EXERCISE:
Line by line, please look for the word "main" in the following records, then copy each line you find it in.

SOURCE RECORDS:
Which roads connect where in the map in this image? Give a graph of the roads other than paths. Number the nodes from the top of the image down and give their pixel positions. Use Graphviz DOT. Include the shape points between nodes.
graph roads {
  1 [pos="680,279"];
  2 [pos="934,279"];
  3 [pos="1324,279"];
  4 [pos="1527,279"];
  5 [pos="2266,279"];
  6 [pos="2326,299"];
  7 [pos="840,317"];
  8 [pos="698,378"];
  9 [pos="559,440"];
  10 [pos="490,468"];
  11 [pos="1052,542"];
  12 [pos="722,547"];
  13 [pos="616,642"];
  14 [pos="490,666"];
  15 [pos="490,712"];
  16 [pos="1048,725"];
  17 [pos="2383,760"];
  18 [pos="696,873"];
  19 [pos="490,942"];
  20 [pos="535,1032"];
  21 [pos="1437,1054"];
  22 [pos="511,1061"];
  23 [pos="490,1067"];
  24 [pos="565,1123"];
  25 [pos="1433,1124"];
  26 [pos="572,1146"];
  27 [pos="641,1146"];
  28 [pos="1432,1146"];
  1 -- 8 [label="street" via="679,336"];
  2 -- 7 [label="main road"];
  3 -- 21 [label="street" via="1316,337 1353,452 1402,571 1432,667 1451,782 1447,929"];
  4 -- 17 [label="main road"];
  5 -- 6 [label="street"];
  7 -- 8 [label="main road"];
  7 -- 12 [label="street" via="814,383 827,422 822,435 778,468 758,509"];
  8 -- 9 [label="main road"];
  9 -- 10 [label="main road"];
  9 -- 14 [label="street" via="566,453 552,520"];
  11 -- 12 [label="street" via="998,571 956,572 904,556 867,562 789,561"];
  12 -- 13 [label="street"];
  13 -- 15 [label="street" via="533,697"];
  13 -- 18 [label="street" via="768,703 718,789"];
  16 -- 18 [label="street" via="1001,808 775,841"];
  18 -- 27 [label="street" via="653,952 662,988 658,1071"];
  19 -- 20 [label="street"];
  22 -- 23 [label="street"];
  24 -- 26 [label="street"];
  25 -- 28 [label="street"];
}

FINISHED TASK:
  2 -- 7 [label="main road"];
  4 -- 17 [label="main road"];
  7 -- 8 [label="main road"];
  8 -- 9 [label="main road"];
  9 -- 10 [label="main road"];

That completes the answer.